• DATASET ENTRIES

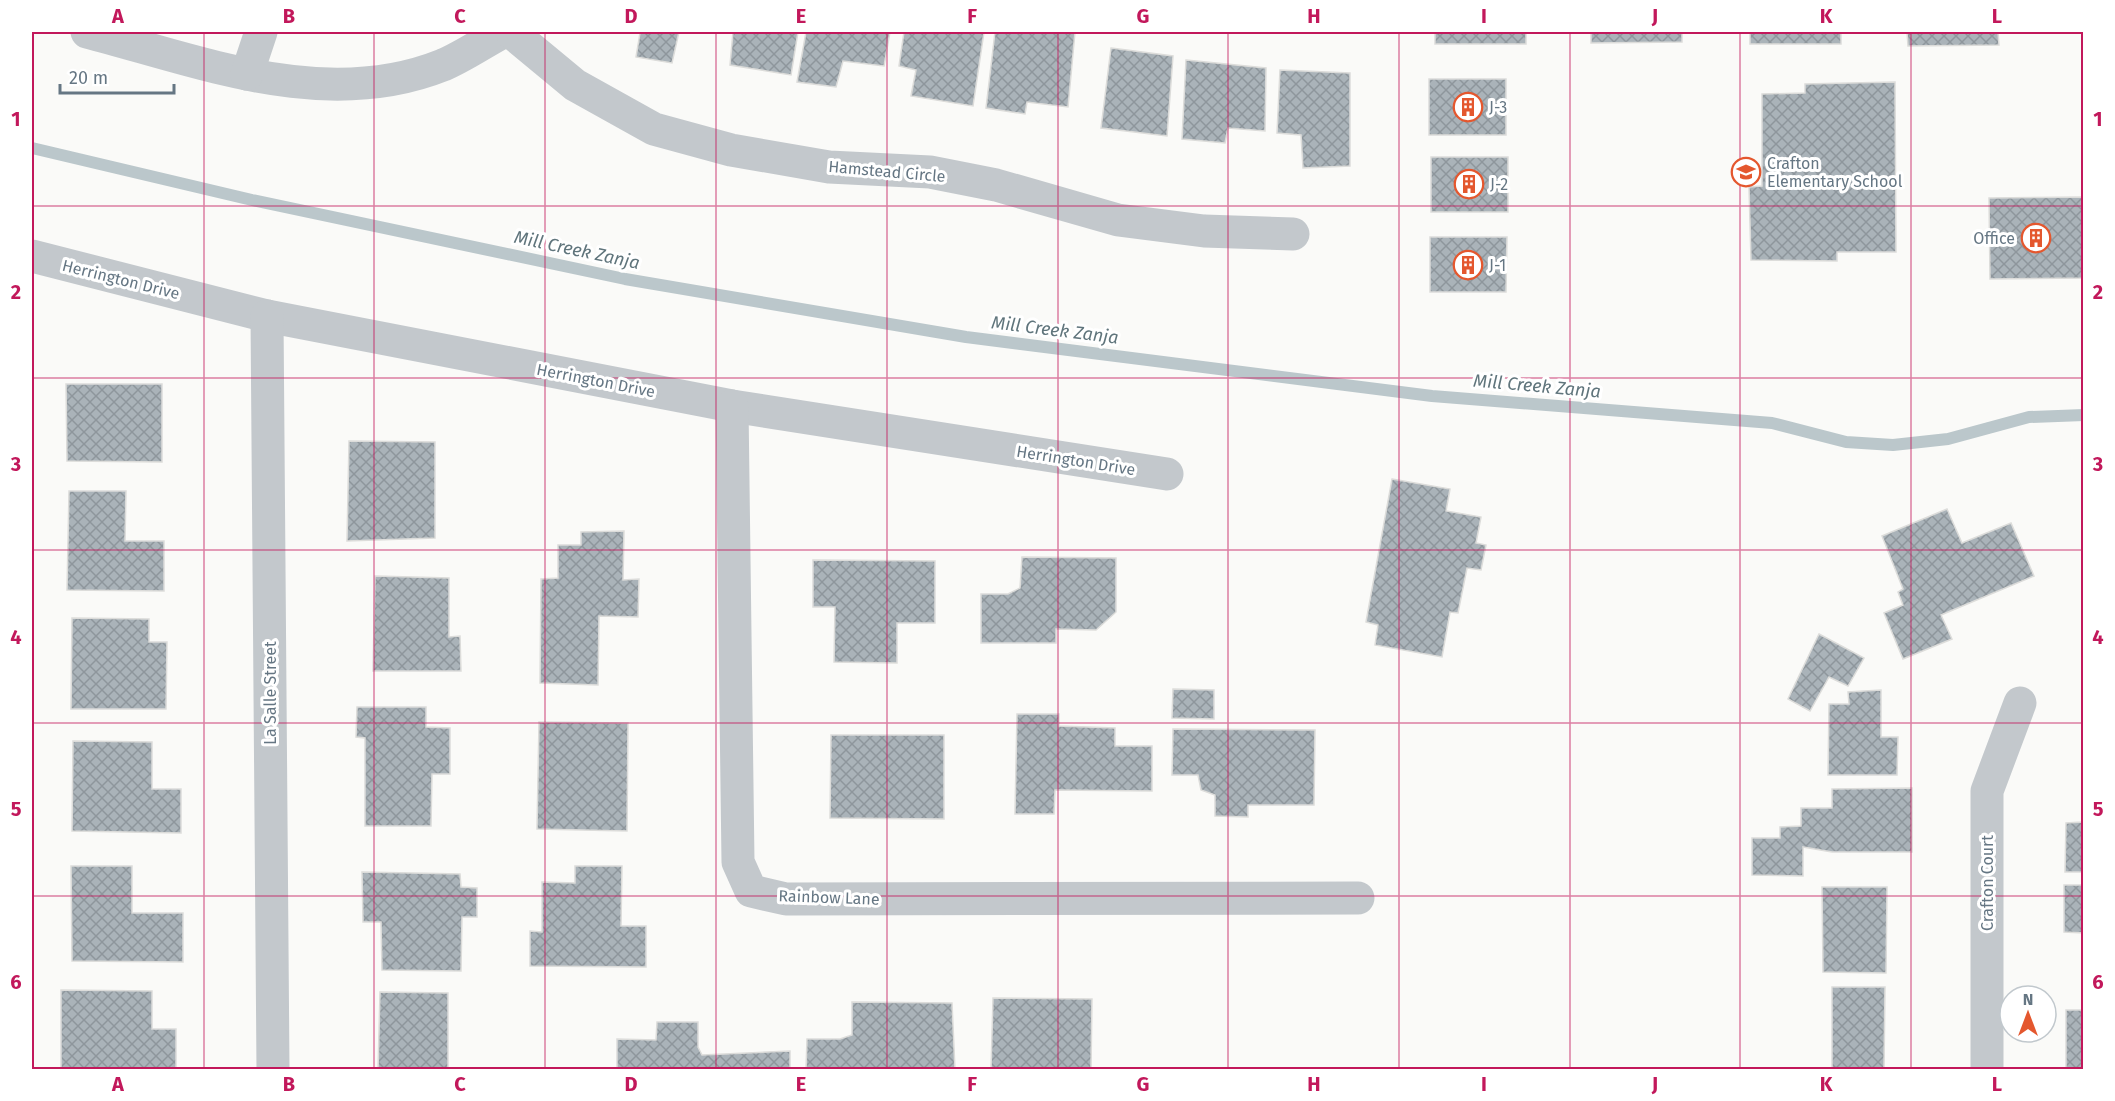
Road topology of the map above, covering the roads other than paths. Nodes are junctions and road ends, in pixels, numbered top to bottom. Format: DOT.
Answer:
graph roads {
  1 [pos="87,32"];
  2 [pos="261,32"];
  3 [pos="503,32"];
  4 [pos="511,32"];
  5 [pos="248,74"];
  6 [pos="1293,234"];
  7 [pos="32,256"];
  8 [pos="267,316"];
  9 [pos="732,406"];
  10 [pos="1167,474"];
  11 [pos="2020,703"];
  12 [pos="1358,897"];
  13 [pos="273,1070"];
  14 [pos="1988,1070"];
  1 -- 5 [label="street"];
  2 -- 5 [label="street"];
  3 -- 5 [label="street"];
  4 -- 6 [label="street, Hamstead Circle"];
  7 -- 8 [label="street, Herrington Drive"];
  8 -- 9 [label="street, Herrington Drive"];
  8 -- 13 [label="street, La Salle Street"];
  9 -- 10 [label="street, Herrington Drive"];
  9 -- 12 [label="street, Rainbow Lane"];
  11 -- 14 [label="street, Crafton Court"];
}
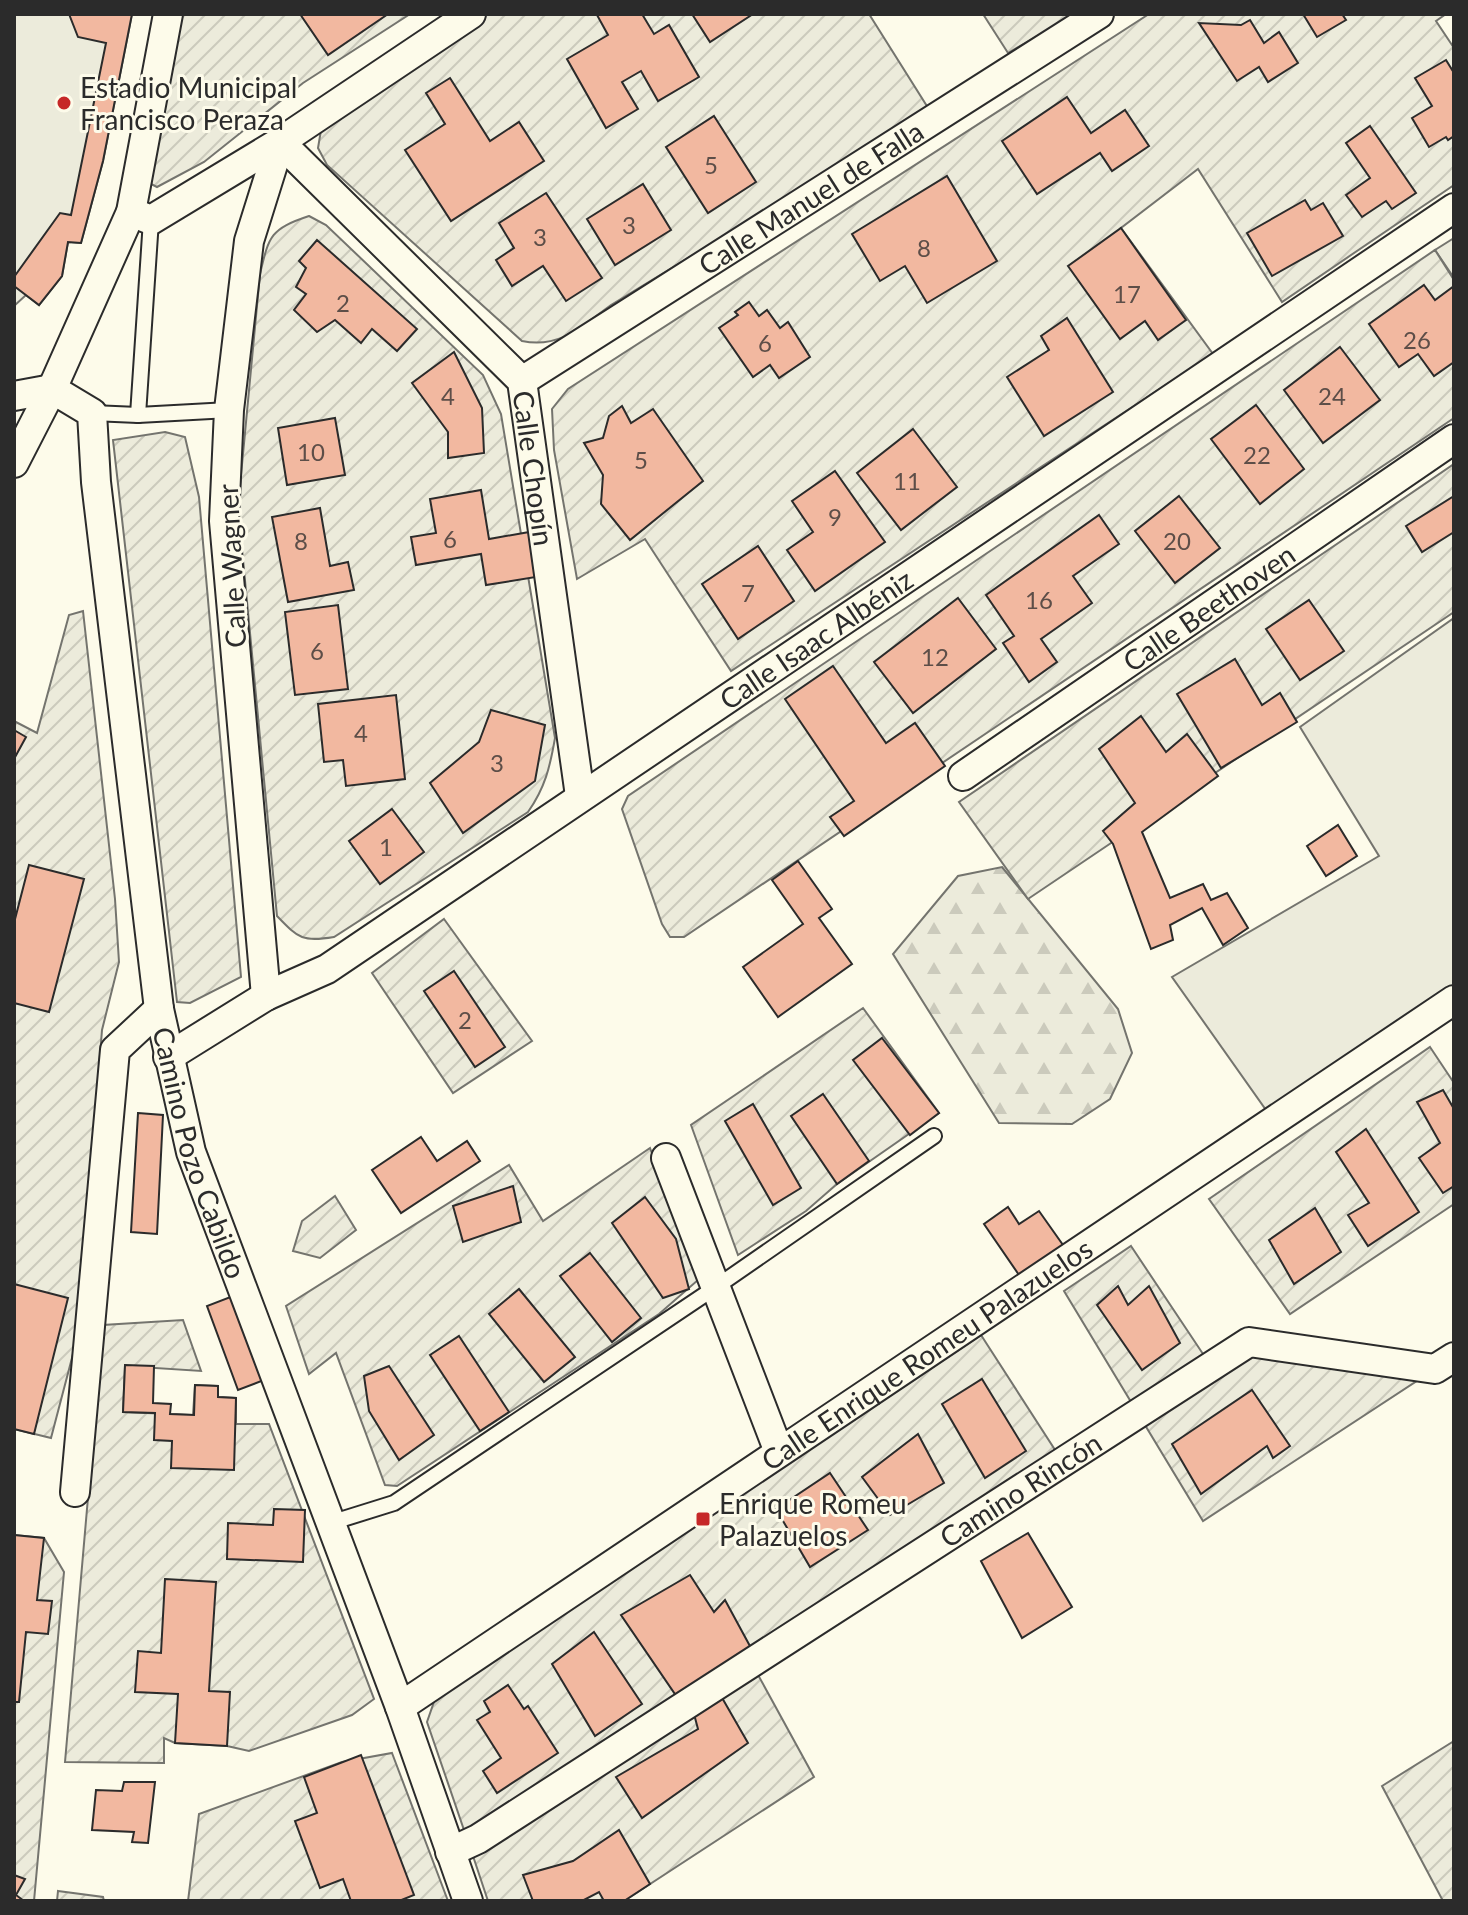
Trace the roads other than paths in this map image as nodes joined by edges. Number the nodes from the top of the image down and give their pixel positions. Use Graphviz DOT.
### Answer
graph roads {
  1 [pos="168,14"];
  2 [pos="471,14"];
  3 [pos="1099,14"];
  4 [pos="280,142"];
  5 [pos="1454,208"];
  6 [pos="141,216"];
  7 [pos="522,381"];
  8 [pos="52,389"];
  9 [pos="14,396"];
  10 [pos="229,410"];
  11 [pos="92,413"];
  12 [pos="138,415"];
  13 [pos="1454,439"];
  14 [pos="14,463"];
  15 [pos="963,776"];
  16 [pos="580,796"];
  17 [pos="266,996"];
  18 [pos="1454,1000"];
  19 [pos="159,1009"];
  20 [pos="168,1057"];
  21 [pos="934,1136"];
  22 [pos="666,1158"];
  23 [pos="716,1287"];
  24 [pos="1454,1357"];
  25 [pos="779,1452"];
  26 [pos="75,1492"];
  27 [pos="330,1523"];
  28 [pos="400,1707"];
  29 [pos="450,1852"];
  30 [pos="468,1901"];
  1 -- 6 [label="street"];
  2 -- 4 [label="street"];
  3 -- 7 [label="street, Calle Manuel de Falla"];
  4 -- 6 [label="street"];
  4 -- 7 [label="street, Calle Chopín"];
  4 -- 10 [label="street, Calle Wagner"];
  5 -- 16 [label="street, Calle Isaac Albéniz"];
  6 -- 8 [label="street"];
  6 -- 12 [label="lane"];
  7 -- 16 [label="street, Calle Chopín"];
  8 -- 9 [label="street"];
  8 -- 11 [label="street"];
  8 -- 14 [label="street"];
  10 -- 12 [label="lane"];
  10 -- 17 [label="street, Calle Wagner"];
  11 -- 12 [label="lane"];
  11 -- 19 [label="street, Camino Pozo Cabildo"];
  13 -- 15 [label="street, Calle Beethoven"];
  16 -- 17 [label="street, Calle Isaac Albéniz"];
  17 -- 20 [label="street, Calle Isaac Albéniz"];
  18 -- 25 [label="street, Calle Enrique Romeu Palazuelos"];
  19 -- 20 [label="street, Camino Pozo Cabildo"];
  19 -- 26 [label="street"];
  20 -- 27 [label="street, Camino Pozo Cabildo"];
  21 -- 23 [label="lane"];
  22 -- 23 [label="street"];
  23 -- 25 [label="street"];
  23 -- 27 [label="lane"];
  24 -- 29 [label="street, Camino Rincón"];
  25 -- 28 [label="street, Calle Enrique Romeu Palazuelos"];
  27 -- 28 [label="street, Camino Pozo Cabildo"];
  28 -- 29 [label="street, Camino Pozo Cabildo"];
  29 -- 30 [label="street, Camino Pozo Cabildo"];
}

• PROMPT
Go through the entries and return each line where the word "Herrington" occurs.

• RESULT OF THE TASK
  7 -- 8 [label="street, Herrington Drive"];
  8 -- 9 [label="street, Herrington Drive"];
  9 -- 10 [label="street, Herrington Drive"];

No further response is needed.